Depuis quelques années, l’Amérique latine connaît une vague de nationalisations, notamment dans le secteur de l’énergie. Ainsi, des pays comme le Venezuela, la Bolivie et l’Argentine se servent des nationalisations des multinationales étrangères comme coup politique, en particulier face à une situation économique de plus en plus difficile. Les présidents Hugo Chavez, Evo Morales ou encore Cristina Kirchner, soucieux de respecter des promesses électorales, se sont donc mis à nationaliser à tour de bras certaines entreprises pétrolières ou minières étrangères, tout en restant cependant modérés. En effet, l’Amérique latine est certes un continent qui tend à devenir de plus en plus puissant; pour autant, il n’en reste pas moins qu’il a besoin des pays européens qui absorbent ses exportations et des investissements extérieurs pour améliorer ses infrastructures, car comme l’affirme Maxime Pinard, chercheur à l’Institut de relations internationales et stratégiques (IRIS), au quotidien français Libération, « si le secteur énergétique dans un pays n’est plus compétitif, le pays risque de perdre des parts de marché ».

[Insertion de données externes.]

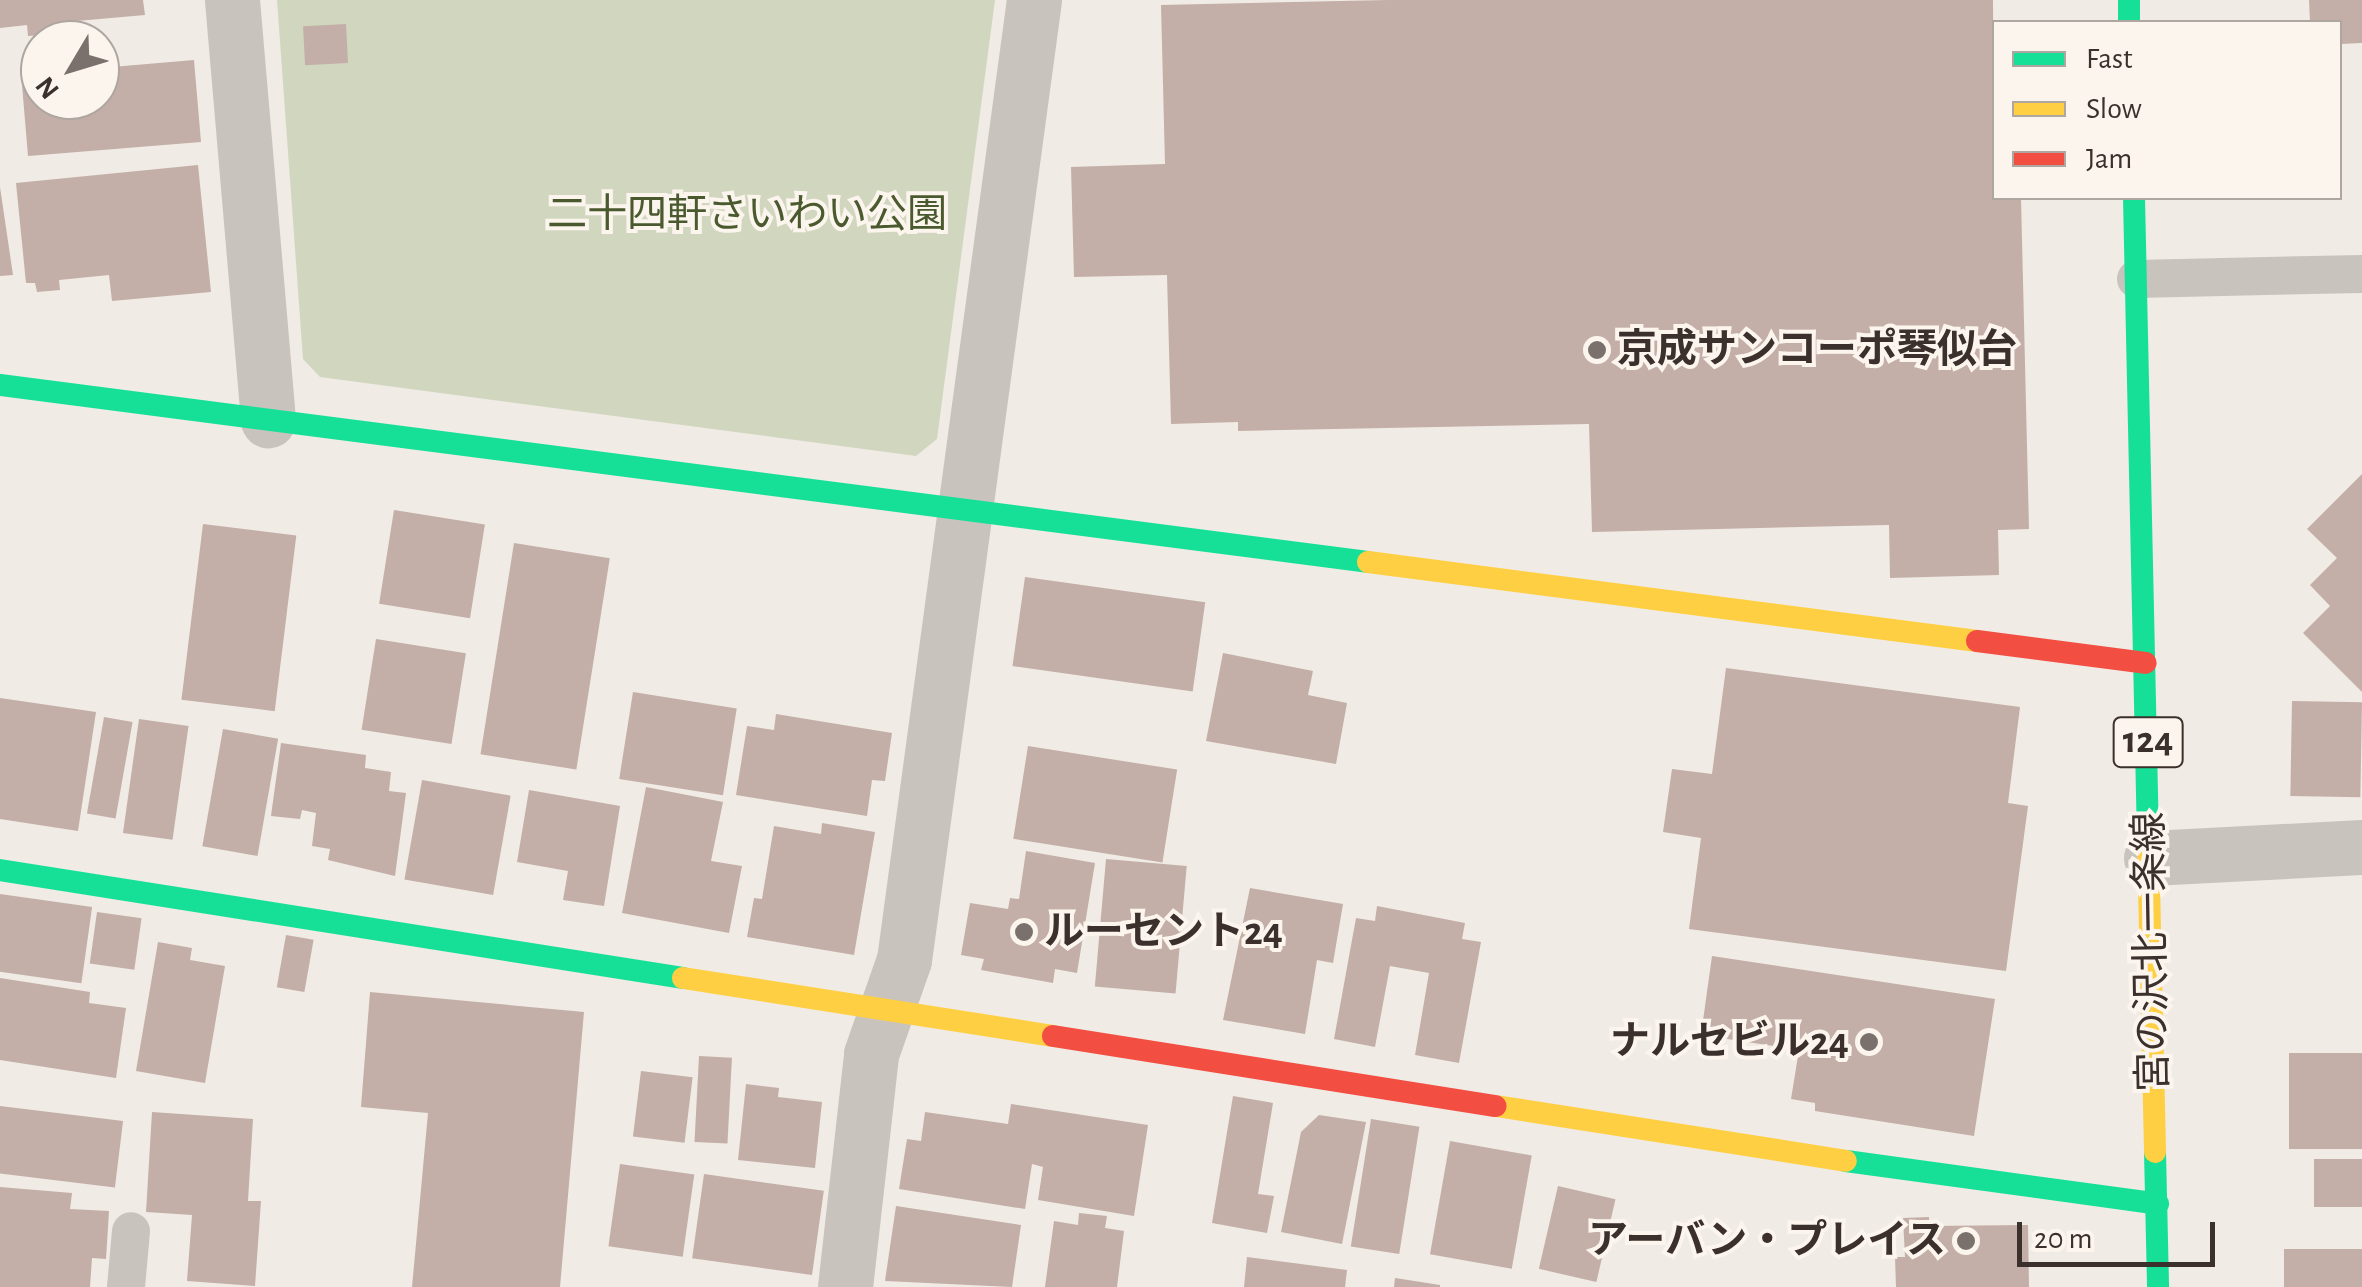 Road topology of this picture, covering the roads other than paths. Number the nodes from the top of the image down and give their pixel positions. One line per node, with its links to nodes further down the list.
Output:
1 (232, 0): 7 (street)
2 (1034, 0): 8 (street)
3 (2134, 200): 5 (street, 宮の沢北一条線 / 124)
4 (2362, 274): 5 (lane)
5 (2136, 278): 9 (street, 宮の沢北一条線 / 124)
6 (0, 385): 7 (street)
7 (268, 420): 8 (street)
8 (967, 512): 9 (street); 13 (street)
9 (2146, 663): 11 (street, 宮の沢北一条線 / 124)
10 (2362, 847): 11 (street)
11 (2150, 858): 14 (street, 宮の沢北一条線 / 124)
12 (0, 870): 13 (street)
13 (887, 1006): 14 (street); 17 (street)
14 (2158, 1204): 18 (street, 宮の沢北一条線 / 124)
15 (132, 1231): 16 (lane)
16 (126, 1287)
17 (845, 1287)
18 (2158, 1287)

Ainsi, le président bolivien Evo Morales a commencé en 2006 à nationaliser les 26 compagnies étrangères dont Petrobras (Brésil), Repsol (Espagne), Total (France), ExxonMobil (États-Unis), présentes dans le pays. Ces dernières passaient de ce fait sous le contrôle de la compagnie nationale YPFB (Yacimientos Petrolíferos Fiscales Bolivianos) chargée dès lors du transport, du raffinage, de la commercialisation et de la transformation du pétrole et du gaz. Avec ces nationalisations effectuées sans confiscation ni expulsion, Evo Morales n’a fait que traduire en acte le résultat du référendum organisé dans le pays, le 18 juillet 2004, où la population, à une large majorité, soit 70 % des voix, s’était prononcée pour la « récupération de la propriété des hydrocarbures », après avoir chassé les précédents présidents qui entendaient les brader. De même, avant lui, son homologue vénézuélien Hugo Chavez s’est livré à la même opération en obligeant les 32 multinationales présentes sur son territoire, à accepter de nouvelles règles du jeu qui consistaient, entre autres, à payer davantage d’impôts et à se fondre dans des entreprises mixtes dans lesquelles la compagnie nationale PDVSA détenait la majorité. Il a ainsi d’une manière générale exproprié 990 entreprises en treize ans de pouvoir.
Au niveau européen, les pays les plus touchés par la crise financière économique à l’image de l’Islande ou l’Espagne, sont ceux qui ont le plus procédé à des nationalisations. C’est donc naturellement le secteur bancaire qui a le plus subi les affres de cette nouvelle stratégie. Ainsi, l’Espagne a récemment décidé de nationaliser Bankia, la quatrième banque du pays, issue de la fusion de sept caisses d’épargne espagnoles en décembre 2010. Une nationalisation partielle sollicitée par la banque elle-même. Il s’agit de la première nationalisation d’une banque importante depuis une vingtaine d’années. Le gouvernement, après un apport en capital de plus de 4,4 milliards d’euros, va prendre 45% du capital du groupe bancaire, devenant ainsi l’actionnaire majoritaire. De même, en 2008, au lendemain de la crise des « subprimes », l’Islande avait dû nationaliser pour venir au secours de ses banques. Le pays avait ainsi nationalisé Landsbanki et Glitnir, deuxième et troisième plus grandes banques du pays, et développé un bataillon de lois lui permettant de prendre le contrôle du système bancaire. Une première en Europe. Le Royaume-Uni, moins touché par la crise que les deux autres pays, a également nationalisé de manière partielle huit de ses plus grandes banques (Abbey appartenant à l’espagnol Santander, Barclays, HBOS, HSBC, Lloyds TSB, Nationwide Building Society, la plus grosse banque non cotée du pays, Royal Bank of Scotland et Standard Chartered) avec une prise de participation allant jusqu’à 50 milliards de livres, soit près de 65 milliards d’euros.
Sur le continent africain, l’Algérie est le seul pays à faire partie de ce club de pays champion de la nationalisation. En effet, le 24 février 1971, l’Algérie décidait de nationaliser les groupes pétroliers français après un processus entamé en 1967 de récupération de ses richesses avec la reprise entre autres, des intérêts des multinationales comme BP, Esso, Shell et Mobil. Ainsi, elle détenait en 1971, suite à cette décision historique, au moins 51% des intérêts des sociétés concessionnaires françaises présentes sur son territoire. Elle a également nationalisé tous les intérêts miniers portant sur les gisements de gaz naturel.